«Nous sommes les jokers de la direction» - Robert Wong, directeur du Creative Lab de Google

Publié le 31/12/2012 à 00:00, mis à jour le 31/12/2012 à 11:14

«Nous sommes les jokers de la direction» - Robert Wong, directeur du Creative Lab de Google

Publié le 31/12/2012 à 00:00, mis à jour le 31/12/2012 à 11:14

Par Diane Bérard

D.B. - On a beaucoup écrit sur la gestion des créatifs. Quelle est formule la plus efficace ?

R.W. - Des créatifs doivent être gérés par un créatif. Mais je n'aime pas beaucoup le mot créatif. On l'emploie trop et souvent mal. Je préfère «artistes». La créativité devrait être présente dans tous les services de l'entreprise. Google Creative Lab, quant à lui, se distingue parce qu'il recrute des artistes. Les artistes manquent par nature d'assurance. Pour créer, il leur faut un environnement sécurisant. Or, le monde des affaires les déstabilise. On y travaille de façon linéaire, ce qui ne leur ressemble pas. C'est pourquoi des artistes doivent être gérés par un artiste qui comprend leur processus créatif. Mais cet artiste doit compter un «protecteur» parmi les membres de la direction. Quelqu'un qui voit loin et estime essentiel de préparer l'avenir. Entre l'artiste gestionnaire et le protecteur se noue un pacte : l'un et l'autre savent que quelque chose de concret doit sortir de ce service, mais que cela ne se produira pas de manière orthodoxe.

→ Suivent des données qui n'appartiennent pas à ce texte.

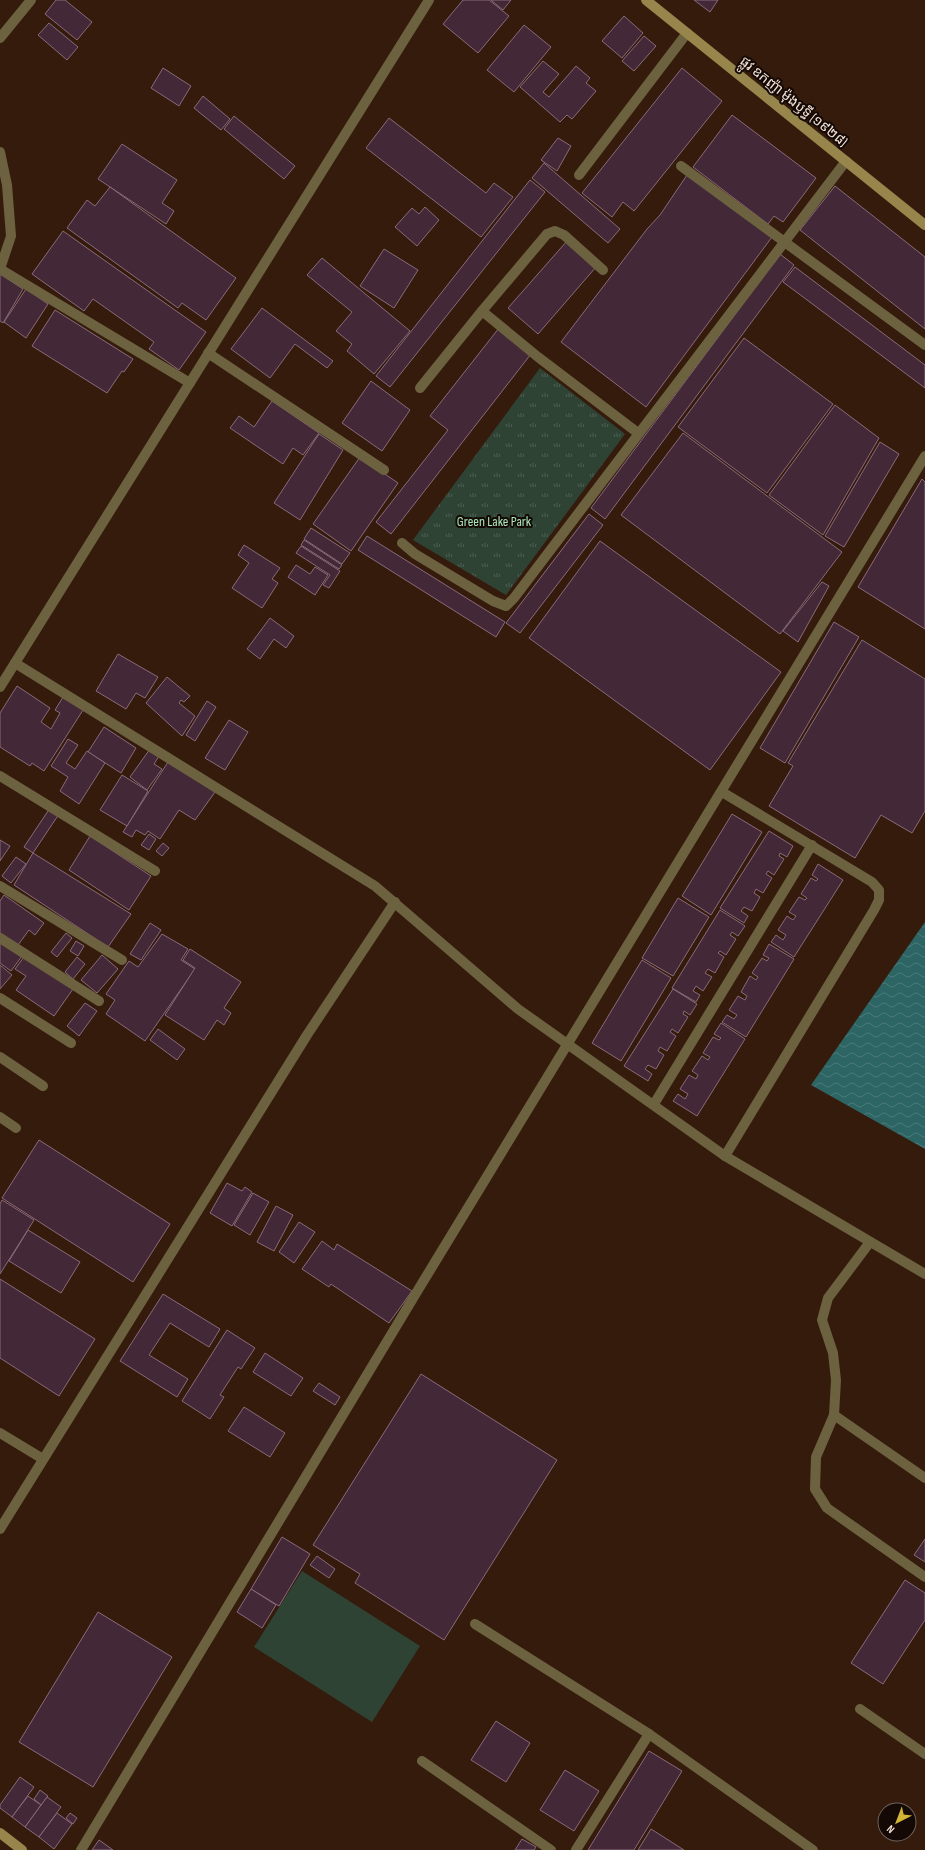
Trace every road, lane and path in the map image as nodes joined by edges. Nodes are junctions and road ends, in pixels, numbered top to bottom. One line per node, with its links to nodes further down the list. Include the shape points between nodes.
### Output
1 (31, 0): 5 (street)
2 (429, 0): 16 (street)
3 (646, 0): 4 (main road, ផ្លូវ ឧកញ៉ា ម៉ុងឫទ្ធី (១៩២៨))
4 (687, 33): 7 (main road, ផ្លូវ ឧកញ៉ា ម៉ុងឫទ្ធី (១៩២៨)); 9 (street)
5 (0, 38)
6 (0, 152): 12 (street, via 7,185 11,236)
7 (846, 161): 10 (main road, ផ្លូវ ឧកញ៉ា ម៉ុងឫទ្ធី (១៩២៨)); 11 (street)
8 (681, 166): 11 (street)
9 (578, 175)
10 (925, 225)
11 (785, 242): 15 (street); 19 (street)
12 (0, 269): 17 (street)
13 (603, 270): 14 (street, via 564,235 554,231 547,234)
14 (482, 311): 18 (street); 19 (street)
15 (925, 345)
16 (208, 353): 17 (street); 21 (street)
17 (190, 383): 23 (street)
18 (420, 388)
19 (638, 433): 22 (street, via 506,606 493,601 415,554)
20 (925, 456): 26 (street)
21 (384, 470)
22 (402, 543)
23 (15, 663): 24 (street); 30 (street, via 375,886)
24 (0, 687)
25 (0, 776): 28 (street)
26 (722, 792): 27 (street); 36 (street)
27 (812, 845): 39 (street); 42 (street, via 872,882 879,890 879,900)
28 (155, 871)
29 (0, 886): 32 (street)
30 (395, 902): 36 (street, via 518,1009); 47 (street, via 307,1034)
31 (0, 938): 34 (street)
32 (122, 960)
33 (0, 998): 35 (street)
34 (99, 1001)
35 (71, 1043)
36 (568, 1043): 39 (street); 58 (street)
37 (0, 1057): 38 (street)
38 (43, 1086)
39 (654, 1104): 42 (street)
40 (0, 1117): 41 (street)
41 (16, 1128)
42 (725, 1156): 43 (street)
43 (870, 1242): 44 (street); 45 (street, via 828,1298 822,1320 833,1353 836,1380)
44 (925, 1274)
45 (834, 1415): 48 (street); 50 (street, via 816,1456 815,1489 827,1508)
46 (0, 1433): 47 (street)
47 (42, 1459): 49 (street)
48 (925, 1478)
49 (0, 1529)
50 (925, 1577)
51 (475, 1624): 53 (street)
52 (860, 1709): 54 (street)
53 (649, 1734): 60 (street); 61 (street)
54 (925, 1754)
55 (422, 1761): 59 (street)
56 (0, 1833): 57 (main road)
57 (22, 1850)
58 (81, 1850)
59 (551, 1850)
60 (576, 1850)
61 (813, 1850)

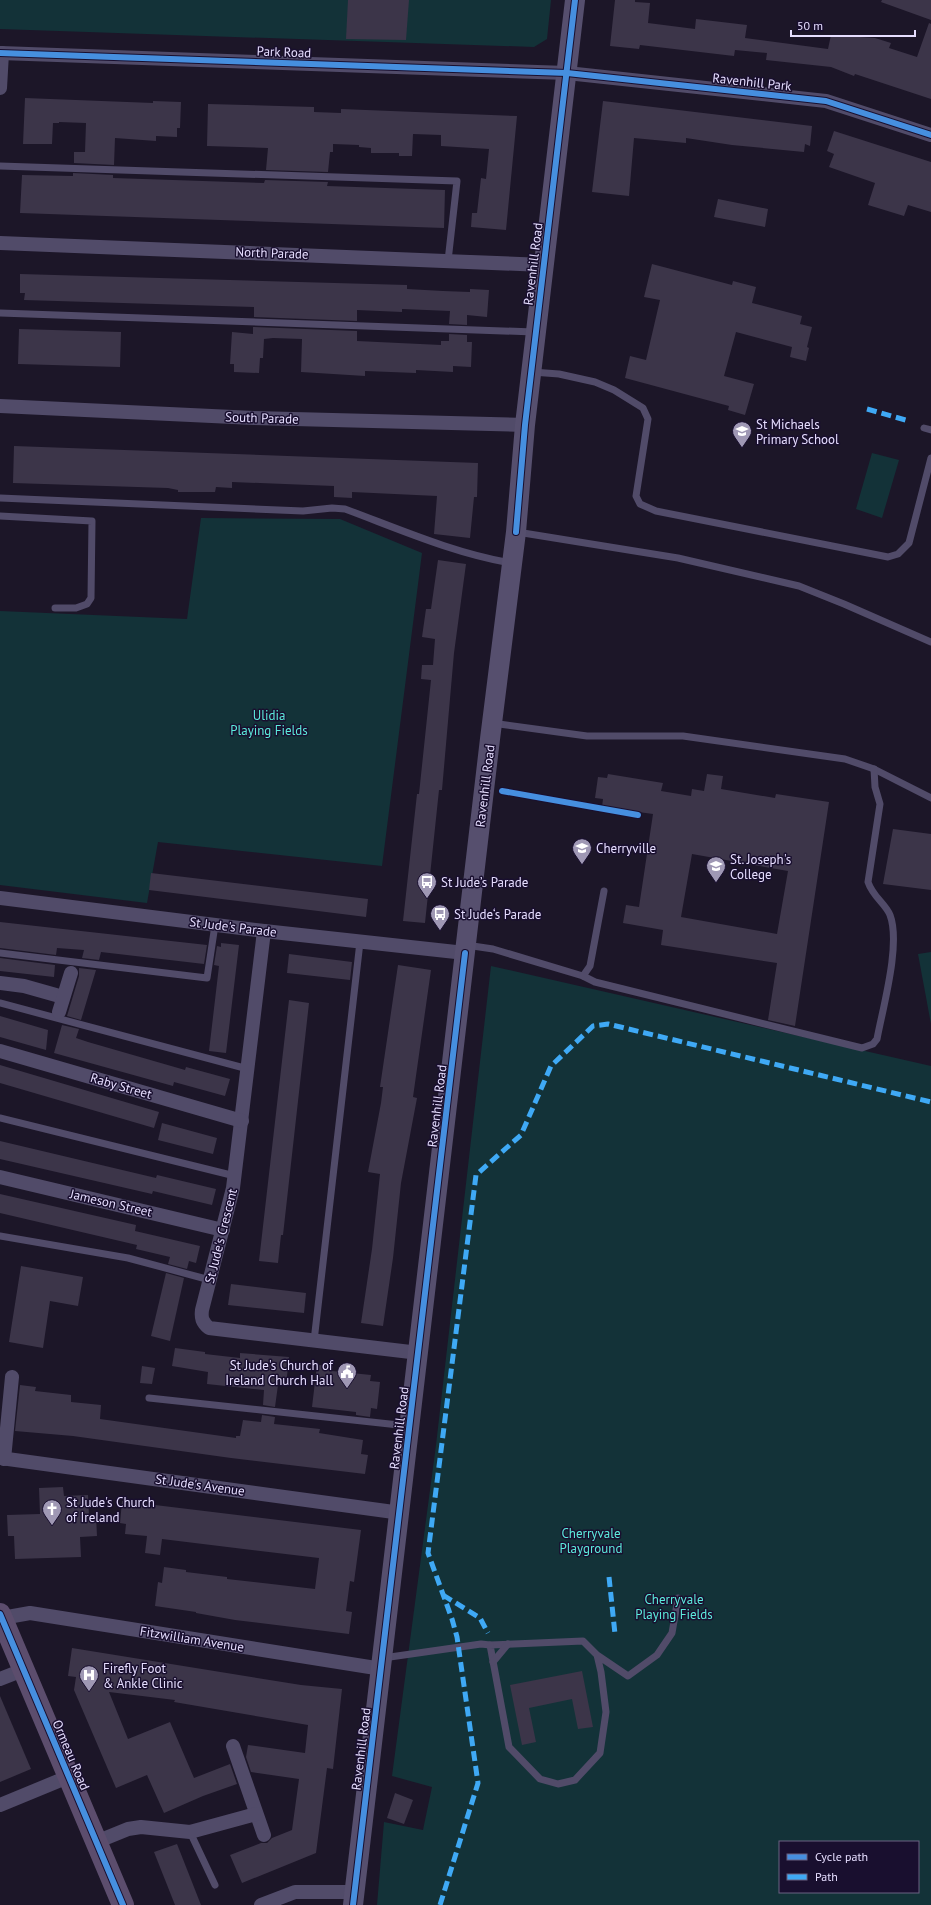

D.B. - On dit que la création doit déranger (disrupt). Qu'en pensez-vous ?

R.W. - Déranger quoi ? Qui ? Ça sonne académique, artificiel et surtout nombriliste. La création n'est pas un processus tourné vers l'intérieur. Comme si les entreprises devaient se déranger elles-mêmes pour progresser. Le conseil d'administration, les modes, les tendances ne sont pas de bonnes sources d'inspiration pour la création et l'innovation. Il n'y a qu'un point de départ valable : les clients. Qu'aiment-ils ? Quelles sont les choses qui les irritent et dont ils souhaitent se débarrasser ? Que leur manque-t-il ?

D.B. - Les grandes entreprises peuvent-elles demeurer créatives ?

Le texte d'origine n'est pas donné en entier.